- 1School of Optometry, Indiana University, Bloomington, IN, United States
- 2Global Business School for Health, University College London, London, United Kingdom
- 3Scheie Eye Institute, Department of Ophthalmology, University of Pennsylvania, Philadelphia, PA, United States
- 4Hôpital Ophtalmique Jules-Gonin, University of Lausanne, Lausanne, Switzerland
Editorial on the Research Topic
The neural economy hypothesis: Changes with aging and disease to cones and other central nervous system visual neurons
Photoreceptors and other central nervous system cells are considered post-mitotic and at their maximum numbers before birth, although the human retina undergoes considerable developmental changes in the first few years of life (Hendrickson and Yuodelis, 1984). In the human fovea, the packing of cones becomes denser at the central fovea by migration, not by new cones being formed. Cone outer segments elongate by adding more segments over time, and the inner retinal cells move to more eccentric locations, reducing light scatter to enhance foveal acuity. To provide decades of vision these neurons and their networks must have inherent repair processes and be supported and renewed by glial and other cells. There are limitations to the extent of support available to visual system neurons, especially photoreceptors with their high metabolic rates, the assault by incident light on the retina, and the need for optical clarity that constrains the numbers and locations of blood vessels. Further, these support systems can fail with aging and disease, creating a harsh microenvironment for photoreceptors.

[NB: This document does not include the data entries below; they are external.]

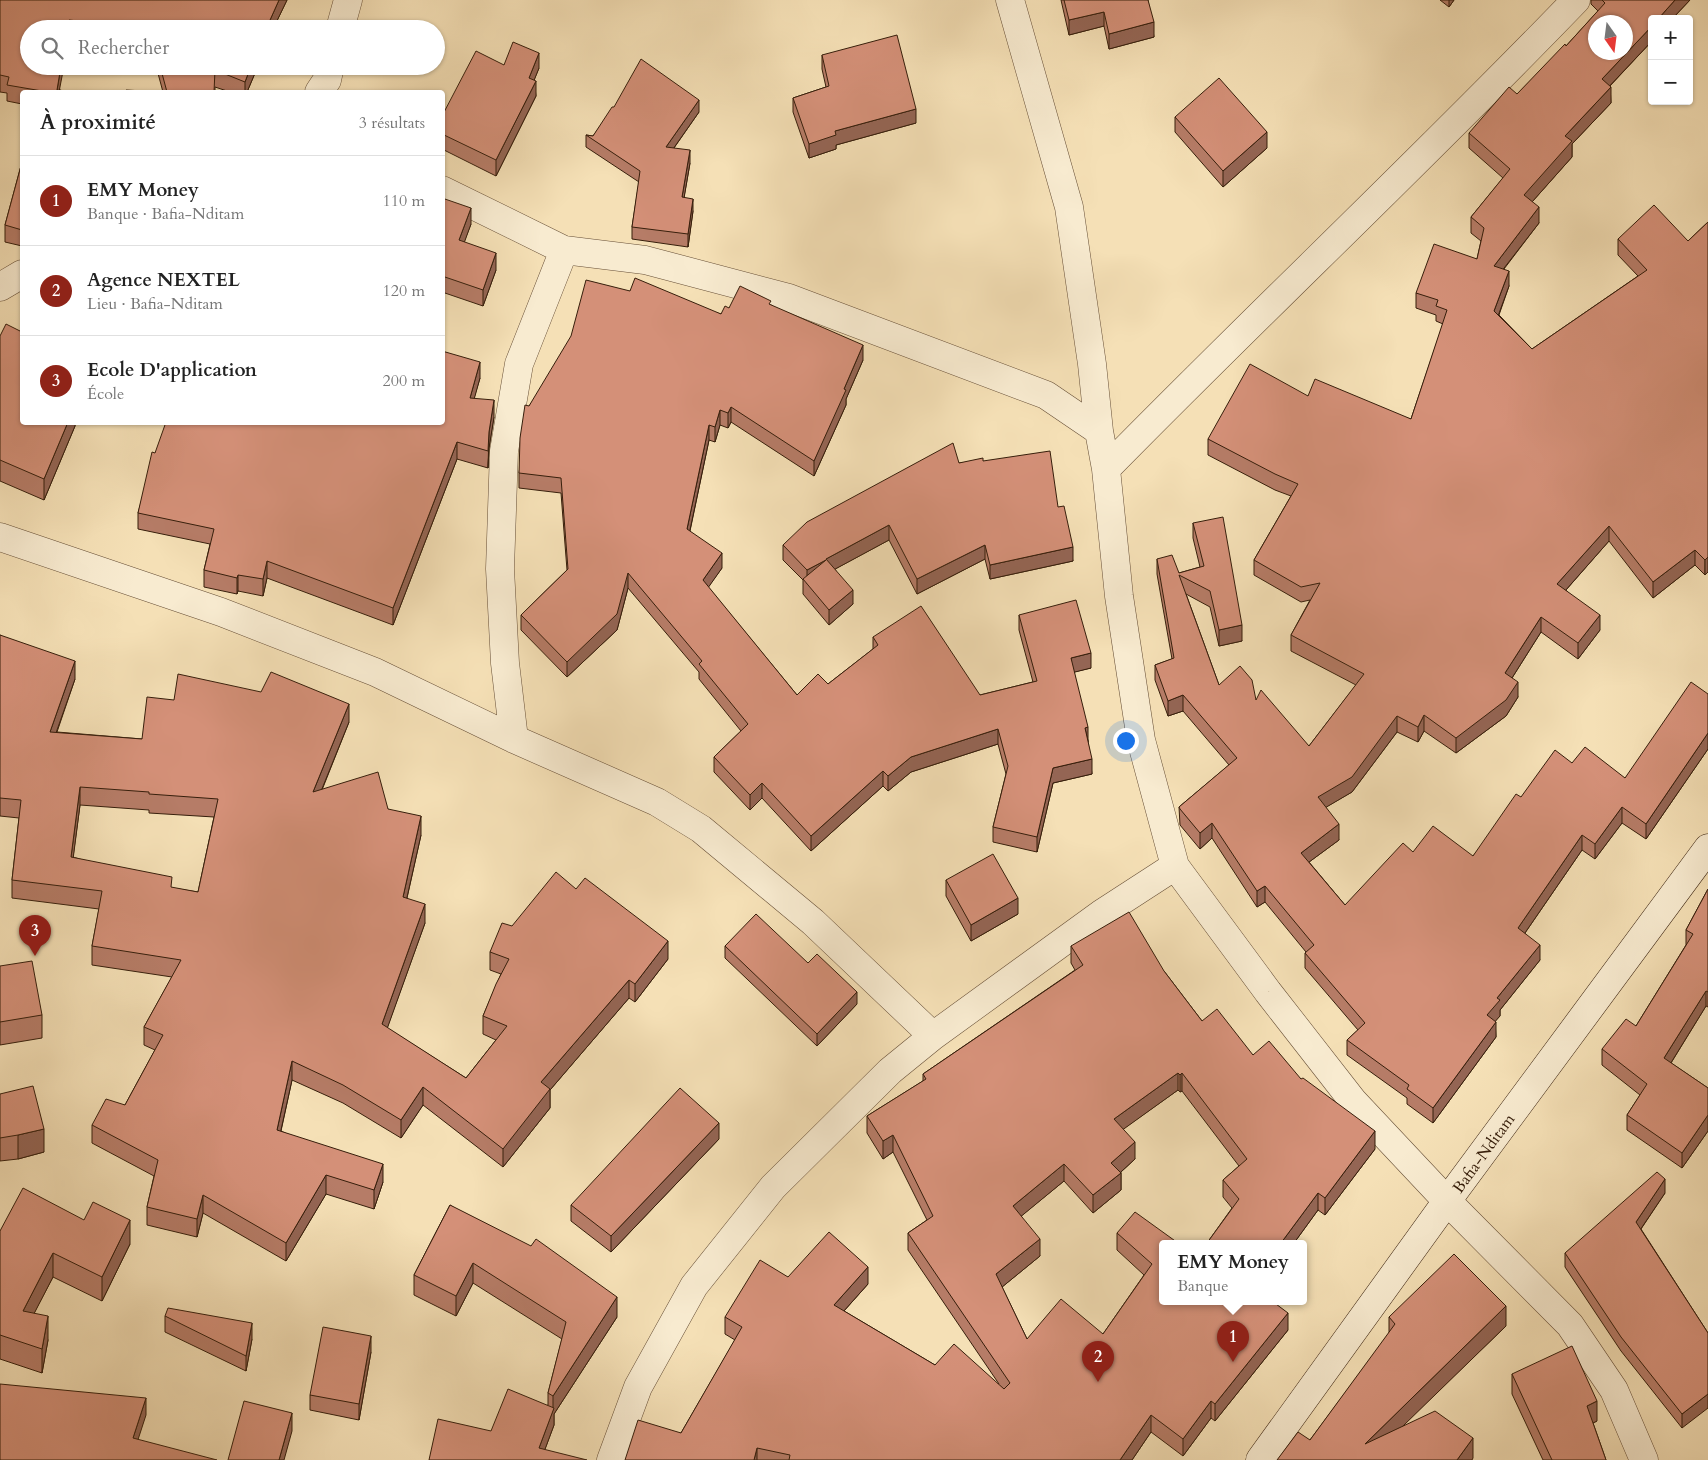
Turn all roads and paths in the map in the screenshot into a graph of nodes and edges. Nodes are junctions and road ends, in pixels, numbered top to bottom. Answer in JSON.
{"nodes":[{"id":1,"x":348,"y":0,"type":"edge"},
{"id":2,"x":1010,"y":0,"type":"edge"},
{"id":3,"x":1576,"y":0,"type":"edge"},
{"id":4,"x":342,"y":20,"type":"edge"},
{"id":5,"x":445,"y":191,"type":"edge"},
{"id":6,"x":564,"y":250,"type":"junction"},
{"id":7,"x":20,"y":275,"type":"edge"},
{"id":8,"x":0,"y":287,"type":"edge"},
{"id":9,"x":1099,"y":431,"type":"junction"},
{"id":10,"x":1106,"y":469,"type":"junction"},
{"id":11,"x":0,"y":537,"type":"edge"},
{"id":12,"x":514,"y":739,"type":"junction"},
{"id":13,"x":1708,"y":848,"type":"edge"},
{"id":14,"x":1175,"y":866,"type":"junction"},
{"id":15,"x":933,"y":1036,"type":"junction"},
{"id":16,"x":1448,"y":1202,"type":"junction"},
{"id":17,"x":611,"y":1460,"type":"edge"},
{"id":18,"x":1260,"y":1460,"type":"edge"},
{"id":19,"x":1644,"y":1460,"type":"edge"}],
"edges":[{"from":1,"to":4,"type":"street"},
{"from":2,"to":9,"type":"street"},
{"from":3,"to":10,"type":"street"},
{"from":5,"to":6,"type":"street"},
{"from":6,"to":9,"type":"street"},
{"from":6,"to":12,"type":"street"},
{"from":7,"to":8,"type":"street"},
{"from":9,"to":10,"type":"street"},
{"from":10,"to":14,"type":"street"},
{"from":11,"to":12,"type":"street"},
{"from":12,"to":15,"type":"street"},
{"from":13,"to":16,"type":"street","name":"Bafia-Nditam"},
{"from":14,"to":15,"type":"street"},
{"from":14,"to":16,"type":"street"},
{"from":15,"to":17,"type":"street"},
{"from":16,"to":18,"type":"street","name":"Bafia-Nditam"},
{"from":16,"to":19,"type":"street"}]}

Cones have a remarkable ability to survive, compared with rods. Alterations in cone structure and function enable them to stay connected in their circuitry to provide at least some vision. This is the neural economy hypothesis, i.e., that neurons adapt to their environment and can modify their physiology to be economical (Elsner et al., 2020). Improving the microenvironment in aging and disease has the potential to preserve cones and visual system circuitry, thereby preserving vision.
Many possible changes to visual system neurons over the life span include cones reverting to having fewer outer segments, and even existing as mainly cell bodies as can be found in eyes with missing or damaged retinal pigment epithelium such as in age-related macular degeneration (Sarks et al., 1988), myopia (Jonas et al., 2013), or glaucoma (Dichtl et al., 1998). However, cone photopigment can increase to more normal levels over time following a retinal detachment (Elsner et al., 1992).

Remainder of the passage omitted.